Part of Paulsen Marketing’s “Rural97” market research project aims to help rural electric cooperatives protect their brand (i.e., commission Paulsen to craft ad campaigns) against concerns about electric vehicles. Pauslen’s polling of rural electric co-op members evidently finds underinformed rural folks share underinformed city folks’ worry that electric cars will affect the power grid:
Around half of the rural Americans served by electric cooperatives expect less reliable service and higher bills because of electric vehicles.
Even so, about half would consider buying an EV the next time they need a new vehicle.
…In spite of the ubiquitous nature of the topic in mass media – the last two Super Bowls featured multiple EV ads – a lack of basic knowledge about the vehicles and about the electric grid in general help fuel half-informed or misinformed spats on social media, [Paulsen VP Mark] Smither said.
A national poll from the Pew Research Center released in July suggested that Americans as a whole are concerned about the electric grid and electric bills. Just under half would consider buying an EV [John Hult, “South Dakota-Led Poll Finds Alignment of Rural, Urban Opinions on Electric Vehicles,” South Dakota Searchlight, 2023.09.22].
Funny: I don’t hear rural or urban folks worrying that all those electric TVs and dishwashers and air conditioners are going to hurt the grid and thus sticking with their gasoline-powered home appliances. And I suspect the same people fretting that EVs may raise their electric bill have never considered that putting more gasoline-powered vehicles on the road will increase fossil fuel demand, burden the fossil-fuel supply chain, and raise prices at the pump.
But this oldthink too shall pass:
What the Paulsen results show for rural Americans is a clear dividing line between the attitudes of young and old co-op members, alongside predictable political divides. Those older than 54 are far less likely to consider purchasing an EV, the poll showed. They’re also far more likely to be among the fifth of respondents who said that nothing could convince them to do so.
Younger co-op members are more likely to consider buying an EV, the poll found. More than half of respondents opposed a phase-out of the production of gas-powered vehicles [Hult, 2023.09.22].

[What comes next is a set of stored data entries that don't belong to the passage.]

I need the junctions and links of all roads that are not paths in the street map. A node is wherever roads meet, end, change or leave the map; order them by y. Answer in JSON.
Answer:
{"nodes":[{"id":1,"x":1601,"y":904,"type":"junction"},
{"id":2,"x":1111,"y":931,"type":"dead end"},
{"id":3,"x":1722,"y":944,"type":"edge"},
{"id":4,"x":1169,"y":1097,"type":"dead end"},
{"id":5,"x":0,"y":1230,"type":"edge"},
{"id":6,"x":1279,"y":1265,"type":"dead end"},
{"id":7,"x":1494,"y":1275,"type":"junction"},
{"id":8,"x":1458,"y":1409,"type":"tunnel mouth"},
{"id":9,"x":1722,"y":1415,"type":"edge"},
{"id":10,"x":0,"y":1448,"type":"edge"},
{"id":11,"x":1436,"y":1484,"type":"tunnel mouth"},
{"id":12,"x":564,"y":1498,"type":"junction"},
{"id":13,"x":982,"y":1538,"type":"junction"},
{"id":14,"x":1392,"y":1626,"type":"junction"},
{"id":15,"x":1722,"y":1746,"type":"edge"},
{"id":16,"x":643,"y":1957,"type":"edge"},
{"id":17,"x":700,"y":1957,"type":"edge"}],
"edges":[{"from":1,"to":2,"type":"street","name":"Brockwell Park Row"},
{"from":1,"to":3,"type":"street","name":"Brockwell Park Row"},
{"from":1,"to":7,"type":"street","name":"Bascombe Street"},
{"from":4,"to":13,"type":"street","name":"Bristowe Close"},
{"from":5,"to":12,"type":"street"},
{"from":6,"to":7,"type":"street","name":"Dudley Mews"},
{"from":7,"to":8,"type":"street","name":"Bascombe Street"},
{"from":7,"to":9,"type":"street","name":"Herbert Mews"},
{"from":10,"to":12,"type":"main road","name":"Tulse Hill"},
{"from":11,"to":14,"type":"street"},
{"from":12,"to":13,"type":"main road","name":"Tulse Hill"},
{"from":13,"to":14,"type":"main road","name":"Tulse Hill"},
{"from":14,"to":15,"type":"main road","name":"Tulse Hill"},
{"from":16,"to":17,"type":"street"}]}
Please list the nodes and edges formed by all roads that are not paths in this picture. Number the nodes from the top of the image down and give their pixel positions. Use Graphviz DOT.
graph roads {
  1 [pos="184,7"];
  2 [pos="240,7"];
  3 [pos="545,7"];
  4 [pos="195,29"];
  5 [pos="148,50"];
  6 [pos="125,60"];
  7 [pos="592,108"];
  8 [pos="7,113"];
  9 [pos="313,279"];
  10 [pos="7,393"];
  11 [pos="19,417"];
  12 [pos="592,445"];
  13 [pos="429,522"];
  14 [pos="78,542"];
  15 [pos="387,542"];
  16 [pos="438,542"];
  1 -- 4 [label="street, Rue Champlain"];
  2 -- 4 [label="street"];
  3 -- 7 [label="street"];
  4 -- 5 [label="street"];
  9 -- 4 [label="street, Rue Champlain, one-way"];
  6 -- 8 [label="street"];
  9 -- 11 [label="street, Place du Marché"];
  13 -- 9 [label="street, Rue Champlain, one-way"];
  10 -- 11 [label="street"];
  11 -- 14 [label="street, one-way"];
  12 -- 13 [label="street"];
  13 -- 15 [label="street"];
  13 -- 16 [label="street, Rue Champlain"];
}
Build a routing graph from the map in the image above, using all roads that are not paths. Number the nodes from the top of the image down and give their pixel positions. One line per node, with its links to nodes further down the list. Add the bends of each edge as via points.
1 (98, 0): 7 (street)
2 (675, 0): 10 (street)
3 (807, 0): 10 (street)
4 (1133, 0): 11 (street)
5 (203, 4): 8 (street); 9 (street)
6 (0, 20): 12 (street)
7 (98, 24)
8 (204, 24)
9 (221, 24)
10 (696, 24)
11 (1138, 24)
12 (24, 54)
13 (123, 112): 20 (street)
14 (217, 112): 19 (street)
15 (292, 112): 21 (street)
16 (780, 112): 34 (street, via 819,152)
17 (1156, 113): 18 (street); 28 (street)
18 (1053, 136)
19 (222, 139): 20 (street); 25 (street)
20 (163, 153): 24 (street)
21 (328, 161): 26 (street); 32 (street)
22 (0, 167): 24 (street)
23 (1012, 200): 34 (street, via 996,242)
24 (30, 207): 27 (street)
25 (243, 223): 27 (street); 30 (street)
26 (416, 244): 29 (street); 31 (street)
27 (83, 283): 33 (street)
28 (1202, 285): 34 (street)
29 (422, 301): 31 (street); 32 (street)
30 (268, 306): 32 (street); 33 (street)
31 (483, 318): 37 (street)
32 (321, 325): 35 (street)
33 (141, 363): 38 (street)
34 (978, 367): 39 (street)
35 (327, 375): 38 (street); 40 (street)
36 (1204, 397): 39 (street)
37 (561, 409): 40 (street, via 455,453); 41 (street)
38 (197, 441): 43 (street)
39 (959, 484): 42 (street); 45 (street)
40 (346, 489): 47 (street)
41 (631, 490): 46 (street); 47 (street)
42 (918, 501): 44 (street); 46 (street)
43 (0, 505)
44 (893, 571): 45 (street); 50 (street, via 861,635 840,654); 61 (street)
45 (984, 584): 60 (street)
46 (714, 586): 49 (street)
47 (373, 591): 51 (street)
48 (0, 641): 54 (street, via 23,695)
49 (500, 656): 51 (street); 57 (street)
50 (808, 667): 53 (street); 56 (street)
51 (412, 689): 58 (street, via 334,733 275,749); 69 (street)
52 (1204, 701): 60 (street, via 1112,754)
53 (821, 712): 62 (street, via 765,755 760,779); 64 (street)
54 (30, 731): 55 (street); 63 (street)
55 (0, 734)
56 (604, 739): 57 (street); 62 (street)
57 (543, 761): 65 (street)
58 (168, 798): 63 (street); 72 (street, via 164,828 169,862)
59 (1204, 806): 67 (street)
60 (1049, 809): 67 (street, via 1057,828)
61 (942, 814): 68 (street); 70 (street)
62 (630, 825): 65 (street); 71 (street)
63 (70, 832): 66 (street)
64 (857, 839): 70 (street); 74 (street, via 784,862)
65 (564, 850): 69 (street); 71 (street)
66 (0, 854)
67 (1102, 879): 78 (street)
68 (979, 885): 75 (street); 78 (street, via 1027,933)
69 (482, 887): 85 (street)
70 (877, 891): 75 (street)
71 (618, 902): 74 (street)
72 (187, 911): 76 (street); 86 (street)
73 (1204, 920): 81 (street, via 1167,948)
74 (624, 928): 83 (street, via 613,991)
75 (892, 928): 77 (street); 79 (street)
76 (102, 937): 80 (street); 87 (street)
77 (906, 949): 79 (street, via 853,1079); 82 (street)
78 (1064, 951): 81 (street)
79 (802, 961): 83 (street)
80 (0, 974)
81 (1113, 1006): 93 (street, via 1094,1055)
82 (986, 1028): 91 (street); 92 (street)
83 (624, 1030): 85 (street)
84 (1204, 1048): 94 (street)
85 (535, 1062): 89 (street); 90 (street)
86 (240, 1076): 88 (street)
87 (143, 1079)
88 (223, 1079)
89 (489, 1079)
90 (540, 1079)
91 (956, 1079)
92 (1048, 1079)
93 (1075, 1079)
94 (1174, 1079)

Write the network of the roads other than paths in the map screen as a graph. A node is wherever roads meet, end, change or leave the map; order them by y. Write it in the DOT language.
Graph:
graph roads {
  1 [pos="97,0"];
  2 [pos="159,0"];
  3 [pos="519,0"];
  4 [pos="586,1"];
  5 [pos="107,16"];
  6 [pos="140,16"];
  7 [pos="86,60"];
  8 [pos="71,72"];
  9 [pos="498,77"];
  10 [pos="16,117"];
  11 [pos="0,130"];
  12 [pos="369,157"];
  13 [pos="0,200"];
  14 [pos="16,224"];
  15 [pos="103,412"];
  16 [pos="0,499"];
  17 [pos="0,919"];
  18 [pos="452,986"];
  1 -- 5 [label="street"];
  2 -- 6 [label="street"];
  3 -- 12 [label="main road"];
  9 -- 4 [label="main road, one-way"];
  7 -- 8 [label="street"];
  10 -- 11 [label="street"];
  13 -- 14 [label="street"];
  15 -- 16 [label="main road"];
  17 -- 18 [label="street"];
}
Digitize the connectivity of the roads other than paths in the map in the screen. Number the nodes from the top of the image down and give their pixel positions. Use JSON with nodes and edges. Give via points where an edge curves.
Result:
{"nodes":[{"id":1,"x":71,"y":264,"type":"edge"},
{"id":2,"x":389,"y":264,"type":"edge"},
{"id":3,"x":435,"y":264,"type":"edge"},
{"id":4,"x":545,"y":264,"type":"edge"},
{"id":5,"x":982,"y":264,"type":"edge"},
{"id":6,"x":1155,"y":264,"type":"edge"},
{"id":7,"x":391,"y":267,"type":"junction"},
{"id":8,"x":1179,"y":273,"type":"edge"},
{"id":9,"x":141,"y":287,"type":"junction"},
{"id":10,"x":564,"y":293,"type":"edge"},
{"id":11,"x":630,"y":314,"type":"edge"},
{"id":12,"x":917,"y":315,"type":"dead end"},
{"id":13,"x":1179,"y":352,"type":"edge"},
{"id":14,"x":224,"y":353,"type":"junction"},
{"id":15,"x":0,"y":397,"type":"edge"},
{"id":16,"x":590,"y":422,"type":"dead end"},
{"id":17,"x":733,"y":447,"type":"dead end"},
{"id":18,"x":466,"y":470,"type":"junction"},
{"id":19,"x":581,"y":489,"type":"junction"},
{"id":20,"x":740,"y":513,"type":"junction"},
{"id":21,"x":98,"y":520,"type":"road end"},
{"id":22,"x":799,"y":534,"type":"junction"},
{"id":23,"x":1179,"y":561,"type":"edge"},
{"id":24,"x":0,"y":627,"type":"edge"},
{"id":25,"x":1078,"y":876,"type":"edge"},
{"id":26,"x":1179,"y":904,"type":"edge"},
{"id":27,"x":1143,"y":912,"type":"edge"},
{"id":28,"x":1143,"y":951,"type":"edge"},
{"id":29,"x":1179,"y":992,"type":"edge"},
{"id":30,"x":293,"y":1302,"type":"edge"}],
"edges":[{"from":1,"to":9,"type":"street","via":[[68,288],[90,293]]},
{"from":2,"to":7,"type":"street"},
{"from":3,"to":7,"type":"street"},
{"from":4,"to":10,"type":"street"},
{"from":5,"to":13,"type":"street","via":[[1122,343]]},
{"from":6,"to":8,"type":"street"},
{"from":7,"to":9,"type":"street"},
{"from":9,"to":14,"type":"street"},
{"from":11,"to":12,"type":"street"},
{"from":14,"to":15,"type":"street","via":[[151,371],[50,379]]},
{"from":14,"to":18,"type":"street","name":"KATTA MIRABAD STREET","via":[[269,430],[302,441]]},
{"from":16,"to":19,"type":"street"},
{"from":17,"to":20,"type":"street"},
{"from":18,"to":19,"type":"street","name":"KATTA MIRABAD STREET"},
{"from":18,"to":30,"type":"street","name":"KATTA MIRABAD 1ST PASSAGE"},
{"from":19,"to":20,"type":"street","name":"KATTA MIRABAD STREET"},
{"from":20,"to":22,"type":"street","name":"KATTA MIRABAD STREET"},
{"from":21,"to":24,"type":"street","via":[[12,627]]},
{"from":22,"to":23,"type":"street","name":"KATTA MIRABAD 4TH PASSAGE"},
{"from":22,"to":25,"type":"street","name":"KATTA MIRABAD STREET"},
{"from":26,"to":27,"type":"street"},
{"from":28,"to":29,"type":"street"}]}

The electric co-ops themselves aren’t worried about their ability to power personal transportation. They’re actually handing out cash to help people buy EVs and charge wisely:
…Sheila Gross of Sioux Valley Electric Co-Op gets accused of “pushing EVs” on a fairly regular basis. Sioux Valley EV owners can get a $500 rebate for the purchase of a fully electric vehicle if they sign up for the co-op’s off-peak incentives. The “time of use rate” program, which is also available to non-EV owners, charges members 43% less than the standard rate for power consumed between from 10 a.m. to 4 p.m. or 9 p.m. to 7 a.m., and higher-than-standard rates during peak times.
At a Sept. 19 EV Expo at the W.H. Lyon Fairgrounds in Sioux Falls, Gross said the perceived push for EVs is really about education for consumers and cost control for the co-op, rather than an evangelical drive for an electrified future.
It’s true that co-ops could earn more if consumers use more power – potentially boosting payouts to its members – but poorly timed power use is a drain on the grid and a drag on any power provider’s bottom line.
The co-op is charged more for power during peak periods, and the overnight hours often coincide with a greater availability of cheaper wind power.
“We actually lose money pretty quickly” when members don’t take advantage of the off-peak incentive, Gross said.
“For the people who have them, we want to make sure they’re charging in those off-peak hours,” she said [Hult, 2023.09.22].
Sales of electric cars are booming globally. And even back in 2016, using the practical 73-mile range of a Nissan Leaf, researchers concluded that electric vehicles could meet the daily driving needs of 81% of drivers in rural areas. The electric co-ops are ready to sell us the electricity for those cars and manage the charging of those cars to keep the grid working for everyone.
I’m generally suspicious of marketing, but if Paulsen and the electric co-ops’ marketing can help get South Dakotans over their misconceptions of 21st-century transportation technology, then more power to them… and to the batteries of our fun, fumeless electric cars.